ALBÂNIA: RESORT DE LUXO APOIADO POR KUSHNER GERA PROTESTOS

  • O projeto de um resort de luxo apoiado por Jared Kushner, genro de Donald Trump, está a desencadear uma onda de protestos em Tirana, na Albânia. A Affinity Partners, empresa de investimento liderada por Kushner, pretende desenvolver empreendimentos turísticos na ilha de Sazan e na zona de Zvernec, perto de Vlora, uma das áreas costeiras mais sensíveis do país. Os manifestantes contestam sobretudo a escolha do local: trata‑se de uma zona húmida protegida, habitat de flamingos e de várias espécies de aves migratórias. A indignação é agravada pela falta de transparência do governo albanês, que tem mantido sigilo sobre as negociações com a Affinity Partners, iniciadas em 2024. O primeiro‑ministro, Edi Rama, rejeita as críticas. Garante que o projeto trará benefícios económicos significativos e descreve as preocupações ambientais como «desinformadas». Vai ainda mais longe ao sugerir que os protestos fazem parte de uma «guerra híbrida» promovida por rivais regionais, incluindo a Grécia. Esta controvérsia soma‑se a outras envolvendo Kushner nos Balcãs. Há poucas semanas, o empresário abandonou um plano para construir um hotel Trump em Belgrado, depois de forte oposição pública e da detenção de um ministro sérvio ligado ao projeto. Fonte.
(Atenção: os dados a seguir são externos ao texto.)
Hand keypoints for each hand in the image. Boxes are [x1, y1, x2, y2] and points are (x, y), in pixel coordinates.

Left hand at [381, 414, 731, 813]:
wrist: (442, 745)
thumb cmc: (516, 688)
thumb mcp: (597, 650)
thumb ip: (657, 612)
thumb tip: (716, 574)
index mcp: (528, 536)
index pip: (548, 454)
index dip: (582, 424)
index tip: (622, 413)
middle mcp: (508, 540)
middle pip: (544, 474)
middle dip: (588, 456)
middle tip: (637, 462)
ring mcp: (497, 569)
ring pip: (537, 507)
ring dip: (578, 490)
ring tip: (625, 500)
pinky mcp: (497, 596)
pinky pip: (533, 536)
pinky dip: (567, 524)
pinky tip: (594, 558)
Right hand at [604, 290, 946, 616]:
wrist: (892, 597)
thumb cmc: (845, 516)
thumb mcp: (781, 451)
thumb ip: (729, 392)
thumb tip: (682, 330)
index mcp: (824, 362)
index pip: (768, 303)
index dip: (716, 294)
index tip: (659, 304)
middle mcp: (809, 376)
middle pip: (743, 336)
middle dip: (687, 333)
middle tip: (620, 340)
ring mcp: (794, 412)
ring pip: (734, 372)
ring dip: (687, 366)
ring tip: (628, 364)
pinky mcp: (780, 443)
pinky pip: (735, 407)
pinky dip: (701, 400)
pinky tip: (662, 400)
  • 4 000 pessoas reuniram-se em Rennes no domingo para defender a água, convocadas por um coletivo de associações e ONG ambientais. Numa região onde os recursos hídricos são frágeis – 75% da água potável dos bretões provém de águas superficiais, devido à falta de aquíferos –, a tensão em torno deste recurso é intensa. Tanto mais que a qualidade da água está muito degradada por décadas de agricultura intensiva: atualmente, apenas 8% das massas de água encontram-se em bom estado ecológico em Ille-et-Vilaine. Fonte.
  • As autoridades do Arizona encerraram indefinidamente um lago popular aos visitantes, após a morte recente de toda a sua população de peixes. O departamento de recreação e vida selvagem responsável pela manutenção do Lago San Carlos afirmou que as condições de seca, bem como a água libertada de uma barragem na zona, resultaram numa mortandade em massa que afetou aproximadamente 100 % da população de peixes. Fonte.
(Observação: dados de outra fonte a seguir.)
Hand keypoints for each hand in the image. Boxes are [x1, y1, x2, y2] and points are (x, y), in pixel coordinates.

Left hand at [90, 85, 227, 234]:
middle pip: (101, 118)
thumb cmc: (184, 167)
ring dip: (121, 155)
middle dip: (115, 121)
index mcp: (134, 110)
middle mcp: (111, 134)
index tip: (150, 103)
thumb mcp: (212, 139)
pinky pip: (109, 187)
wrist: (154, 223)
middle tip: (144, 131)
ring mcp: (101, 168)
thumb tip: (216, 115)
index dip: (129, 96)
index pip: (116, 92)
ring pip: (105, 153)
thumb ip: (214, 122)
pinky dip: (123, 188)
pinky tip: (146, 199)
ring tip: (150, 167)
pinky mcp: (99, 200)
  • Embora alguns países pareçam estar a alcançar um crescimento verde — crescimento económico acompanhado de uma redução no uso de materiais —, os dados são muito menos animadores quando analisados ao longo de períodos de tempo mais extensos e com dados mais completos. Há um grande problema nas atuais alegações de sucesso na dissociação: o seu uso de recursos continua muito acima dos níveis sustentáveis. O crescimento verde não é impossível, mas os dados atuais exageram os progressos alcançados. Para permanecer dentro dos limites planetários, os países de elevado consumo devem reduzir o uso absoluto de materiais, e não apenas abrandar o seu crescimento. Alguns países (como Cuba e a Somália) demonstram que isso é possível, mas os seus percursos são diversos e não são facilmente replicáveis. Fonte.
  • Os maiores bancos do mundo comprometeram-se a conceder 906 mil milhões de dólares em financiamento à indústria dos combustíveis fósseis em 2025, um aumento «incompreensível» do investimento que garante mais anos de produção de carvão, petróleo e gás, numa altura em que o mundo continua a aquecer. O aumento dos novos empréstimos para combustíveis fósseis, que subiram 64 mil milhões de dólares ou quase 8% em relação a 2024, mostra que os 65 maiores bancos do mundo estão a tomar decisões incompatíveis com os acordos internacionais para conter o aumento das temperaturas globais, de acordo com a coligação de grupos ambientais responsável pela nova análiseFonte.